El 'vibe coding' no mata al SaaS: redibuja la frontera entre lo que sirve a uno y lo que sirve a muchos

🕒 Publicado en Zendoric: 24 de junio de 2026 · 09:00

David Hurtado le da la vuelta al argumento de moda: el software generado por IA quizá no llegue a producción masiva, pero ahí no está el negocio que peligra. Lo que se tambalea es el SaaS que durante años cobró suscripción a quien solo se necesitaba a sí mismo. Un análisis de dónde desaparece el stack, dónde resiste y por qué la línea divisoria se llama 'segundo usuario'.

Conviene empezar aceptando la crítica antes de discutirla. Es cierto que una aplicación nacida de prompts no se sostiene sirviendo a miles de personas: faltan las capas de seguridad, aislamiento de datos, cumplimiento y despliegue en equipo que exige cualquier producto serio. David Hurtado no lo niega. Su aportación, más interesante, es señalar que esa objeción contesta a una pregunta que casi nadie estaba haciendo.

El giro del artículo consiste en separar dos mercados que solemos confundir. Existe el software pensado para servir a multitudes y existe el software de usuario único: la herramienta del autónomo, del equipo de tres o del propio creador. Y casi todo el stack que se reclama como imprescindible existe para resolver tres problemas concretos —escala, datos compartidos y obligaciones con terceros— que el usuario en solitario sencillamente no tiene. Sin esos problemas, los permisos por roles, el aislamiento entre cuentas, los límites de peticiones, las redes de distribución o los acuerdos de servicio dejan de tener a quién proteger. Lo que queda es la aplicación y un sitio donde guardar los datos con copia de seguridad.

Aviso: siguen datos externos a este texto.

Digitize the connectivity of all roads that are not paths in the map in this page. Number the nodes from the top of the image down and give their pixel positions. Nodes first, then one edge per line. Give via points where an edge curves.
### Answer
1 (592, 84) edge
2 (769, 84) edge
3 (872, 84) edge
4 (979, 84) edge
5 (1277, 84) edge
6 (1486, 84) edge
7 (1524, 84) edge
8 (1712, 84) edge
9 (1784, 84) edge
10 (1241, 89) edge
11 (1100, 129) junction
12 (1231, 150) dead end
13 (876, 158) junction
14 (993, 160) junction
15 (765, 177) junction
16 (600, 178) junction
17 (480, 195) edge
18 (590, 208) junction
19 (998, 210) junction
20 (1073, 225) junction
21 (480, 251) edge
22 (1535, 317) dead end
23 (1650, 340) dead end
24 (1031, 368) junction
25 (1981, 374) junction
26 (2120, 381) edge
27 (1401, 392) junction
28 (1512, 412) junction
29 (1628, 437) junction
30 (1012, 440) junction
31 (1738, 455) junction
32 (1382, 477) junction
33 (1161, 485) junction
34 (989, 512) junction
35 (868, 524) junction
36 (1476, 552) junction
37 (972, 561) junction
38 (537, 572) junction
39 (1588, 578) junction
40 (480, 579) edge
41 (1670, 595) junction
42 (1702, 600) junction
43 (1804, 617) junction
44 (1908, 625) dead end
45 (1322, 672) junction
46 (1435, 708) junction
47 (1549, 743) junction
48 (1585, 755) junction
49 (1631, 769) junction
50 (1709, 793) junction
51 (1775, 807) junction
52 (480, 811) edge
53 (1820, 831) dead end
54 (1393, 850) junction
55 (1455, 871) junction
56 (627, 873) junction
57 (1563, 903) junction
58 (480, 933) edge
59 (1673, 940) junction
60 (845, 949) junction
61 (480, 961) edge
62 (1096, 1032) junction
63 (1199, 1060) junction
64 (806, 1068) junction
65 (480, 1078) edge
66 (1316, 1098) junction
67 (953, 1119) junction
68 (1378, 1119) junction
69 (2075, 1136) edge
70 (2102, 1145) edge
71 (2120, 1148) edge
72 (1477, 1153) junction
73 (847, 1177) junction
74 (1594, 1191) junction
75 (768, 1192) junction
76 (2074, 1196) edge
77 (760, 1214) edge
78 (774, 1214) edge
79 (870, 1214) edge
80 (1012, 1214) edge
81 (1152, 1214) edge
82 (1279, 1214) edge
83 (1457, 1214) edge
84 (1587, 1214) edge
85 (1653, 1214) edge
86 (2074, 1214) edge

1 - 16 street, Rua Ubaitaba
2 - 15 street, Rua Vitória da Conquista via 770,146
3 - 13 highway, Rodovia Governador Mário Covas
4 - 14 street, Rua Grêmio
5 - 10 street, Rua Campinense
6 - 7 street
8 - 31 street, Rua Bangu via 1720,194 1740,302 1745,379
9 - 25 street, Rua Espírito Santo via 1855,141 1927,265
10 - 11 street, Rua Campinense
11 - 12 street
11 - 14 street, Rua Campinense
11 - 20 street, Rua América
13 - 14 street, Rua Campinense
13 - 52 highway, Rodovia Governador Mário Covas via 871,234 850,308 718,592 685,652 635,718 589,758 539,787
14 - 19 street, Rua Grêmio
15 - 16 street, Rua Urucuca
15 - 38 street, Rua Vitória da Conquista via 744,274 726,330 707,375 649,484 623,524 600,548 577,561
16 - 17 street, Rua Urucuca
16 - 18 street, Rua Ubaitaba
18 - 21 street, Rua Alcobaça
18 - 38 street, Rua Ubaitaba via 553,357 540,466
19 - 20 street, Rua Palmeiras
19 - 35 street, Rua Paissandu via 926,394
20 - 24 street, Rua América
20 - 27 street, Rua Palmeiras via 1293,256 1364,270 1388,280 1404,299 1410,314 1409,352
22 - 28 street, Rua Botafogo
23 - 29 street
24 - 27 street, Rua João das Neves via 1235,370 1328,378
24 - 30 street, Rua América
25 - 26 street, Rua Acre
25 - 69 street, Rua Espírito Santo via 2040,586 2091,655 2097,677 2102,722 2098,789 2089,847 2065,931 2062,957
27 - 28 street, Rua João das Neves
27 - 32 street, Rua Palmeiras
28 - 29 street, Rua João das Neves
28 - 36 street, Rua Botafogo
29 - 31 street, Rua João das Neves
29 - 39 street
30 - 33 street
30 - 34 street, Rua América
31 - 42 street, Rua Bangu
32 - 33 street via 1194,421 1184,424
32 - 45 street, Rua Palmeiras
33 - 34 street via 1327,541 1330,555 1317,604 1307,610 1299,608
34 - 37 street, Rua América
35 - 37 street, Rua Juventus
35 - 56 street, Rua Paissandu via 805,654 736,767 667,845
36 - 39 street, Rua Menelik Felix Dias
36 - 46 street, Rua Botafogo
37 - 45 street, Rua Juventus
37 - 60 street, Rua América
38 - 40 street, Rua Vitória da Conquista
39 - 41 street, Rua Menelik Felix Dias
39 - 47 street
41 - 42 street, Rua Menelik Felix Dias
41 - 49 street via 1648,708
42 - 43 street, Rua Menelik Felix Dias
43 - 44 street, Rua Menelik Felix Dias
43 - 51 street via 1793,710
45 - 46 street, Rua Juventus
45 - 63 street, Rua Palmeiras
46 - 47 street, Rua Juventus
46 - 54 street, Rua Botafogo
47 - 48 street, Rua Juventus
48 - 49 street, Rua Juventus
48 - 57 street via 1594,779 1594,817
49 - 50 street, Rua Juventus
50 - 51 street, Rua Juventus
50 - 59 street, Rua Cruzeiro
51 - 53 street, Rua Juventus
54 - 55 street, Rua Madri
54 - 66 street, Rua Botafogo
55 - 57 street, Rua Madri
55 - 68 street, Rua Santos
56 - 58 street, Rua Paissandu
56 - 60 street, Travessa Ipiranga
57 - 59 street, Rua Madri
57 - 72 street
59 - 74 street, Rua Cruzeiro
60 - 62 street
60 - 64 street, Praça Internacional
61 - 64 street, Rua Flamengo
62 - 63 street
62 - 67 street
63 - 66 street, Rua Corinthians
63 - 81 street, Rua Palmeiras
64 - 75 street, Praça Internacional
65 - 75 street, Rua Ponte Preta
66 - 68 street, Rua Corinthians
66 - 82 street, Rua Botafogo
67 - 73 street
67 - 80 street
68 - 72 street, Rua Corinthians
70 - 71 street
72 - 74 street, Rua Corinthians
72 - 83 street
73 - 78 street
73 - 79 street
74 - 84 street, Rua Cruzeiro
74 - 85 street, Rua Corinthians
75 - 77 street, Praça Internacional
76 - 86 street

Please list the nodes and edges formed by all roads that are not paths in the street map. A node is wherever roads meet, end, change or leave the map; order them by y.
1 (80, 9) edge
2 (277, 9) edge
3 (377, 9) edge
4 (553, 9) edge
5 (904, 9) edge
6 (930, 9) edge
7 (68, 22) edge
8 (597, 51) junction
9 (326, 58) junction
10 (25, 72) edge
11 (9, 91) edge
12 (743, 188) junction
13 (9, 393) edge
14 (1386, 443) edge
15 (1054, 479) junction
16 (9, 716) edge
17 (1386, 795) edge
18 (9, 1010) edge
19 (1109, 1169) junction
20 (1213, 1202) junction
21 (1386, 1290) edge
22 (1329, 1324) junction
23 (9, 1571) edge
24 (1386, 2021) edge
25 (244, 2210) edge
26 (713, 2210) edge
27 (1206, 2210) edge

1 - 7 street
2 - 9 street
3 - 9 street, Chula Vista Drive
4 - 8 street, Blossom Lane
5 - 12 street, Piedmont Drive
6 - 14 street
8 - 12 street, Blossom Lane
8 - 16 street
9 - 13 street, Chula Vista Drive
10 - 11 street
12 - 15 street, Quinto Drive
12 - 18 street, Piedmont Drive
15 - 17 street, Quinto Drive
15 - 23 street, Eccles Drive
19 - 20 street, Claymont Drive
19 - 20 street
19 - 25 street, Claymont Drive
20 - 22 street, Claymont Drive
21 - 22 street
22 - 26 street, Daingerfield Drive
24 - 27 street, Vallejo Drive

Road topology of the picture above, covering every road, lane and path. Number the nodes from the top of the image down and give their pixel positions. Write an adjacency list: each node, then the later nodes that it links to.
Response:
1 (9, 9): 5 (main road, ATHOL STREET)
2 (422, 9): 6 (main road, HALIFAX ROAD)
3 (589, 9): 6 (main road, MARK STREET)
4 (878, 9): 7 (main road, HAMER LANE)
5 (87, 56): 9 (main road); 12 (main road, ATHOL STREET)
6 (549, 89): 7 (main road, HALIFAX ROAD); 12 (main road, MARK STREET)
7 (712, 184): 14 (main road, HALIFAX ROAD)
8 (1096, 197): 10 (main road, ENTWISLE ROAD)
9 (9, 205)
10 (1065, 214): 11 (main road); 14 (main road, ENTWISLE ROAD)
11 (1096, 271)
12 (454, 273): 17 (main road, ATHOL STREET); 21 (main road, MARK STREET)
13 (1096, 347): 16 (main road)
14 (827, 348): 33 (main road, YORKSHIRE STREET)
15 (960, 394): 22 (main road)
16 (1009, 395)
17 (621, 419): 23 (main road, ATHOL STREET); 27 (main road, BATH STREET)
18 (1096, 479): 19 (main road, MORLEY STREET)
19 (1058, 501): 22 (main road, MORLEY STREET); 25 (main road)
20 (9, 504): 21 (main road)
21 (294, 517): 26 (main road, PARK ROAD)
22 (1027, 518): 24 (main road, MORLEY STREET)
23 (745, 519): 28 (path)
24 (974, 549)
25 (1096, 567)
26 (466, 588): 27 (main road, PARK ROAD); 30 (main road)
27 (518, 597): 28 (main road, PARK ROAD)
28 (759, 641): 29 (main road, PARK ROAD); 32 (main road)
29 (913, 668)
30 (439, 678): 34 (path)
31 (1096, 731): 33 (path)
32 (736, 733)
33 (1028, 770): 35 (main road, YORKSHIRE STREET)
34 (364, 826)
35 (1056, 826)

De ahí nace la afirmación más incómoda para el sector, atribuida al propio autor: 'el SaaS de un solo usuario estaba subvencionando al resto'. La idea es que durante años el individuo ha pagado una suscripción que financiaba decenas de funciones diseñadas para clientes que no es. La 'regla del 90/10' que propone Hurtado lo resume bien: si una herramienta cubre el 90% de lo que necesitas y no te cobra licencia, ese 10% que falta rara vez justifica un pago recurrente. No se compite en funciones; se gana quitando.

La parte que merece más cautela es la de las cifras, y aquí toca atribuir con cuidado. Según el artículo, la prensa financiera habló en febrero de 2026 de una 'SaaSpocalypse' con unos 285.000 millones de dólares perdidos en bolsa, y un 51% de las licencias empresariales compradas quedarían sin usar. Se citan también casos concretos —Blinkist reemplazando unos 60.000 dólares anuales de SaaS por aplicaciones propias—, una previsión de Gartner según la cual el 40% del nuevo software empresarial se construiría con estas técnicas en 2028, y un dato sobre el último batch de Y Combinator donde una de cada cuatro startups tendría el 95% del código generado por IA. Son señales potentes, pero conviene leerlas como lo que son: indicios de un cambio de modelo de cobro por usuario, no una sentencia de muerte. Que los clientes retiren licencias en lugar de añadirlas dice más sobre cómo se factura el software que sobre si la IA 'funciona'.

El propio análisis tiene la honestidad de marcar sus límites, y ahí gana credibilidad. Reconoce que mucha gente no sabe lo que necesita hasta que lo ve, y que en ese trabajo previo de descubrimiento y diseño el SaaS empaquetado sigue aportando un valor real. Y sitúa la frontera con precisión quirúrgica: el stack completo vuelve a ser necesario en el instante exacto en que más de una persona necesita ver o tocar los mismos datos. Ese salto, además, no es gradual; ocurre de golpe al pasar de uno a dos usuarios.

Queda un cabo que el autor deja abierto y que merece subrayarse, porque es donde el optimismo debe frenar: la seguridad y la custodia de los datos no desaparecen nunca, ni siquiera en la app de un solo usuario. Guardar bien la información, hacer copias y no exponer credenciales sigue siendo obligatorio, y la solidez del código generado por IA es un debate todavía sin cerrar. La lectura más útil de esta pieza no es 'el SaaS ha muerto', sino una más matizada y más exigente: la IA está devolviendo a cada usuario la capacidad de fabricarse exactamente lo que necesita, y eso obliga al software empaquetado a justificar su precio en algo más que en funciones que casi nadie usa.